*About this task*.
Look through the records and report how many lines include the word "MORÍN", with no other words.

Data extracted from a collection

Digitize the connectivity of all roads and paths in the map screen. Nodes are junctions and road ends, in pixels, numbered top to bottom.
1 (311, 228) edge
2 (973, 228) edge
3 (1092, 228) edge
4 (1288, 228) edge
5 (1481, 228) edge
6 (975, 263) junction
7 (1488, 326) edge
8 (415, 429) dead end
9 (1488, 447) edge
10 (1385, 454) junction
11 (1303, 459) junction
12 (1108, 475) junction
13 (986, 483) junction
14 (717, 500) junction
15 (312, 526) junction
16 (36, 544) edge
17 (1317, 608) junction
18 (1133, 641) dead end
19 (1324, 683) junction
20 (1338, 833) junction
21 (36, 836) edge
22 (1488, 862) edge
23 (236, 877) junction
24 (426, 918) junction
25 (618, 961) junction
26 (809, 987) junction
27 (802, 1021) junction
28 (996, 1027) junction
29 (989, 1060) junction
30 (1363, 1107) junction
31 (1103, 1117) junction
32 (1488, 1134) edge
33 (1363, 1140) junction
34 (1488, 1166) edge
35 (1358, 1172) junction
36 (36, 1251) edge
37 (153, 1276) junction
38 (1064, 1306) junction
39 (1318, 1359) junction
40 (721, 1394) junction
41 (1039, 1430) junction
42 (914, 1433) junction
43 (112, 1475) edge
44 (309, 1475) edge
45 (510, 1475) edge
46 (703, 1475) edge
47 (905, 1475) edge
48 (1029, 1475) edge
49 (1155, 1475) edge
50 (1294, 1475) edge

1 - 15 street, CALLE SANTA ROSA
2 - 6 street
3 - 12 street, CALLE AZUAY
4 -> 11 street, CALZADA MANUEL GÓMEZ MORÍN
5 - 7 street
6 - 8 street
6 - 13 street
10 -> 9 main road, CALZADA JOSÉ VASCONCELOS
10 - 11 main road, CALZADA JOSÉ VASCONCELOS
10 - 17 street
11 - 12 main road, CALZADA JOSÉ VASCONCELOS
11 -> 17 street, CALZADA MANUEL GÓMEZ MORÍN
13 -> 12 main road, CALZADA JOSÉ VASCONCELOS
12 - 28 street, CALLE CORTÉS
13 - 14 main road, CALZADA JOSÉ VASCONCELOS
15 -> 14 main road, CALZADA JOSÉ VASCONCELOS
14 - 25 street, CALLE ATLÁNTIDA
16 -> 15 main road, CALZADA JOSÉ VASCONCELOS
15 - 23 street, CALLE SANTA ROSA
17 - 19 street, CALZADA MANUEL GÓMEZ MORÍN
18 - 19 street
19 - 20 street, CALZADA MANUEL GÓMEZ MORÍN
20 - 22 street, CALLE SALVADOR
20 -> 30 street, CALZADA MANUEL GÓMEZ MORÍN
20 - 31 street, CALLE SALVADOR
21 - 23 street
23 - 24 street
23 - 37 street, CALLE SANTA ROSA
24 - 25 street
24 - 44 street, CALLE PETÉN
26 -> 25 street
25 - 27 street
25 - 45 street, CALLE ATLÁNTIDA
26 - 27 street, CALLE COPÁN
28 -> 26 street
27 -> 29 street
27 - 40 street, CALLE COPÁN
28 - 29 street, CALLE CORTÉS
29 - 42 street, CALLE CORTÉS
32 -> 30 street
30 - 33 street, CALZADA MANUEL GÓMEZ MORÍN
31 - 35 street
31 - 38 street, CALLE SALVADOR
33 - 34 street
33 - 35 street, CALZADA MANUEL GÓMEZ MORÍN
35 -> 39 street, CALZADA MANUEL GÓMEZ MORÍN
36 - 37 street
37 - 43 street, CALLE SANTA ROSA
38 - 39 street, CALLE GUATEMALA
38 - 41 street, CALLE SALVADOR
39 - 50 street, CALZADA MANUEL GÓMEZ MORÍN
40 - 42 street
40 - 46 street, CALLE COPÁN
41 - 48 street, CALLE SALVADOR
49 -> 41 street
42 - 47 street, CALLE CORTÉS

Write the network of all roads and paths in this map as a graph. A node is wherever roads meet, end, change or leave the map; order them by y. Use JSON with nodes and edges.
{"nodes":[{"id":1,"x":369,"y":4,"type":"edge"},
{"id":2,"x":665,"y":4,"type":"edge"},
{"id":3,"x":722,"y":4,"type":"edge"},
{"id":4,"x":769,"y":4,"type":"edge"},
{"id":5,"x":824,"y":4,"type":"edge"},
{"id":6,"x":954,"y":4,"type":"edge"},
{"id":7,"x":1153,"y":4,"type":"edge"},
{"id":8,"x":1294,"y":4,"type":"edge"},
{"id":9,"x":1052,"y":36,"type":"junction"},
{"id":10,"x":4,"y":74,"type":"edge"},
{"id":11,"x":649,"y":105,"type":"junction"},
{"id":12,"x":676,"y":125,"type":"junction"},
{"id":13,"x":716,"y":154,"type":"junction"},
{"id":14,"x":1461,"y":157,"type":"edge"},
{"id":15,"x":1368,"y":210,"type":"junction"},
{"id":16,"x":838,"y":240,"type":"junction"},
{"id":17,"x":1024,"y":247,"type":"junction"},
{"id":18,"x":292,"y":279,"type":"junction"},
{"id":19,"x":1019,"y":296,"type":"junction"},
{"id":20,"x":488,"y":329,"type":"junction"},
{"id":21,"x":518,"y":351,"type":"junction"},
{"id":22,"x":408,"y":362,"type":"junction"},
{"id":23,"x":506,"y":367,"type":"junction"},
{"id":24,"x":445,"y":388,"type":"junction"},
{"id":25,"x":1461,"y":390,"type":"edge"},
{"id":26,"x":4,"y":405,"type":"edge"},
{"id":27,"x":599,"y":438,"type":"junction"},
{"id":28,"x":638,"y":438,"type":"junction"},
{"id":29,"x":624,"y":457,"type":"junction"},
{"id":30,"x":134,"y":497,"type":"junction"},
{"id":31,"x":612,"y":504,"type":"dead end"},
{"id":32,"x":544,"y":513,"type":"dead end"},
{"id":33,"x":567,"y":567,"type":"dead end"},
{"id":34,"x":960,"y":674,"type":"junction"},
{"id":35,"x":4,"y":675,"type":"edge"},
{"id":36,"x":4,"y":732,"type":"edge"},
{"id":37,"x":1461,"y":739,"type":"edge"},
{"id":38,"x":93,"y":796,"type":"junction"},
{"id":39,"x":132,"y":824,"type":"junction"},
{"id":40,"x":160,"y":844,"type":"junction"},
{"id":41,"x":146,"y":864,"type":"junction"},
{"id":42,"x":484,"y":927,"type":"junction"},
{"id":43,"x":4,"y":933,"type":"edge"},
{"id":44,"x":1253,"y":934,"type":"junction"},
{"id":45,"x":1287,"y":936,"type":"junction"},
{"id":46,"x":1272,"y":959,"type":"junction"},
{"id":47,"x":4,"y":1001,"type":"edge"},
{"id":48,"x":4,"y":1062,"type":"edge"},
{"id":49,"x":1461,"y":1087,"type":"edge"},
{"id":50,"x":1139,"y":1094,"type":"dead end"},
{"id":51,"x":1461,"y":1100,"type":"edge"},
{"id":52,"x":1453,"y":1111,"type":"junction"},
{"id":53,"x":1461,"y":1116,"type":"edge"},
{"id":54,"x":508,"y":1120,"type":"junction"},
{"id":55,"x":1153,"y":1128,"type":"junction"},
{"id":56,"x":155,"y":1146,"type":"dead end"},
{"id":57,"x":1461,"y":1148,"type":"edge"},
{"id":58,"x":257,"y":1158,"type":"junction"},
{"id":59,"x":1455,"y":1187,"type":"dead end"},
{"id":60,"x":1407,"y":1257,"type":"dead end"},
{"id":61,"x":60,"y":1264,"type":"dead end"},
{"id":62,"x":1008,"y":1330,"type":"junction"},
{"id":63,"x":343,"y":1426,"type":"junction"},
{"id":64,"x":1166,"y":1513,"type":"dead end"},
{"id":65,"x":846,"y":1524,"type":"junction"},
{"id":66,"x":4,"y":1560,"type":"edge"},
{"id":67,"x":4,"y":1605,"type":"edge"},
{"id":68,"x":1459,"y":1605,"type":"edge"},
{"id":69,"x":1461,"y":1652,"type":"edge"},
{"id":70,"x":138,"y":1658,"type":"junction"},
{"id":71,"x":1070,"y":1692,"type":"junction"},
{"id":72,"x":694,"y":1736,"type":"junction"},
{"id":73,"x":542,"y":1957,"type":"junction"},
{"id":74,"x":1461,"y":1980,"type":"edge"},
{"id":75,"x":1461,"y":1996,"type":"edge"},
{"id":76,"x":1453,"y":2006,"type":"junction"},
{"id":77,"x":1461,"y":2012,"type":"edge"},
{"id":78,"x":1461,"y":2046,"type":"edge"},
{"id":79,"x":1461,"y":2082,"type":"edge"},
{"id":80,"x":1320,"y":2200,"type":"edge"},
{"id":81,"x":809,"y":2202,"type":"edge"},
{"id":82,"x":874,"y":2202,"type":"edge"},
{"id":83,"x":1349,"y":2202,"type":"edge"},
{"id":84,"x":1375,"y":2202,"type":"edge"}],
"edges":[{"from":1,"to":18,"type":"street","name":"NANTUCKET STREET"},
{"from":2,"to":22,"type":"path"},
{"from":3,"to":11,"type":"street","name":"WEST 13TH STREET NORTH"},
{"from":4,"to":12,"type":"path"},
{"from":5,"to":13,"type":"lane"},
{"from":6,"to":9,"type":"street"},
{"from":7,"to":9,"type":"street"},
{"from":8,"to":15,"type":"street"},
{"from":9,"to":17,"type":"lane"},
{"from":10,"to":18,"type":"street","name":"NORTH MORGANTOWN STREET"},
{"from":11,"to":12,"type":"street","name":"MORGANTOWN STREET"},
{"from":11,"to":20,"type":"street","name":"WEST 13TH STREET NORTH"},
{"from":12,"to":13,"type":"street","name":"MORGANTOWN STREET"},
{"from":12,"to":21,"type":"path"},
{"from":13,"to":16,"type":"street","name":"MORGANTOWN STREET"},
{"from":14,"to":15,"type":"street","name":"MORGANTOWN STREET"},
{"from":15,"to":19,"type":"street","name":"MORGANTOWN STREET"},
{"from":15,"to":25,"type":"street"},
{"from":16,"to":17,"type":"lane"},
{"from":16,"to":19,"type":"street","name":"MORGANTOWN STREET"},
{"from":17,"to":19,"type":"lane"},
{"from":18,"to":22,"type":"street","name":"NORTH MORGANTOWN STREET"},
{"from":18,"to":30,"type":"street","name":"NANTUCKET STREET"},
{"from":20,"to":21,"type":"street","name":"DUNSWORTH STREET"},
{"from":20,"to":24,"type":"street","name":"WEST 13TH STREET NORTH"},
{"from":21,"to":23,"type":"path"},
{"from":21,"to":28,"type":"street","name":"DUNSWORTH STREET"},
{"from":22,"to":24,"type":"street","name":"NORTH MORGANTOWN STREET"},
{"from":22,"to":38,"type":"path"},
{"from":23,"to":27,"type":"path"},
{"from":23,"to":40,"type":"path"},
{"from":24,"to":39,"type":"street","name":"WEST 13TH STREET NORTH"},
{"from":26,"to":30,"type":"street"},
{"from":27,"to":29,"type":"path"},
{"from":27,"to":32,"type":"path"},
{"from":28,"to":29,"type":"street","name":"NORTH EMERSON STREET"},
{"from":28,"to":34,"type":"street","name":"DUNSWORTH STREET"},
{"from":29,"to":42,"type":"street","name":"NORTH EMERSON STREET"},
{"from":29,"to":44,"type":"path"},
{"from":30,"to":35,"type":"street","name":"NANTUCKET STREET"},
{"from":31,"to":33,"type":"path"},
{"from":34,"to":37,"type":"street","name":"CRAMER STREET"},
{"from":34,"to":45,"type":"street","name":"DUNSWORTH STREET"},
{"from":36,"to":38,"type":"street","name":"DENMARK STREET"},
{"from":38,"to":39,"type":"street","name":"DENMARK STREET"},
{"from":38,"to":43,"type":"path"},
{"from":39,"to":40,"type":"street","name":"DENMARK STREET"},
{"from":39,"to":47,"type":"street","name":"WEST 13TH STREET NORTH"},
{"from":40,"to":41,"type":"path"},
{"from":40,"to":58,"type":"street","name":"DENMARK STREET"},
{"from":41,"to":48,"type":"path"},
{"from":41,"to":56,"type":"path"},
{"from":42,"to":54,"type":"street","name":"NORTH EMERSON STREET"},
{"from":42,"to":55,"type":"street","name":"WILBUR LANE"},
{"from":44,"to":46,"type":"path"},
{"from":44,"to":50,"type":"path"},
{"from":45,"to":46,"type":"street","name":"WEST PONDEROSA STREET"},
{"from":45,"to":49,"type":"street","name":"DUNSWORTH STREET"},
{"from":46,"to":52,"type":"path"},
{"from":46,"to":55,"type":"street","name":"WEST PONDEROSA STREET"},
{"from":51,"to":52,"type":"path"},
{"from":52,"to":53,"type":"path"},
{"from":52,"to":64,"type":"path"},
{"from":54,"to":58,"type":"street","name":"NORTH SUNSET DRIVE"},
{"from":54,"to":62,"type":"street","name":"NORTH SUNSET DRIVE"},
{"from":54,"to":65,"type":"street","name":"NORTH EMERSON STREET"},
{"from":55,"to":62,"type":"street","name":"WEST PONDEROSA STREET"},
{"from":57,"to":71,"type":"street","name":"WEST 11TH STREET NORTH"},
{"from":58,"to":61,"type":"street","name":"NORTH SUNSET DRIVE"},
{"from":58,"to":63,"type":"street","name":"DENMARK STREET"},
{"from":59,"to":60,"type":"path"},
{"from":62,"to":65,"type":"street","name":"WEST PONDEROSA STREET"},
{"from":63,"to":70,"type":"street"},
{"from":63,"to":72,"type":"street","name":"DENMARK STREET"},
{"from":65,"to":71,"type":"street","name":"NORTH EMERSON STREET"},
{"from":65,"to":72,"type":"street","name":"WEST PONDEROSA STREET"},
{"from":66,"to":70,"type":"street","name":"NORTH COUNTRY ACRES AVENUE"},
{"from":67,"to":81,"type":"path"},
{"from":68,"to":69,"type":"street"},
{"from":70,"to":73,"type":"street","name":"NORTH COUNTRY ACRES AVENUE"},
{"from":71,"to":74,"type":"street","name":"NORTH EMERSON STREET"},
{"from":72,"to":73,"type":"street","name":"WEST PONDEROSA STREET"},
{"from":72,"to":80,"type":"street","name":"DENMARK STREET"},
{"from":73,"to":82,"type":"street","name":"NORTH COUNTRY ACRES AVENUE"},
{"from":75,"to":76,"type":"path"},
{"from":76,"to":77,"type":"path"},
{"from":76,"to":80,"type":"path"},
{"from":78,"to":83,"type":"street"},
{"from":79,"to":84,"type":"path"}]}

*Reply*.
9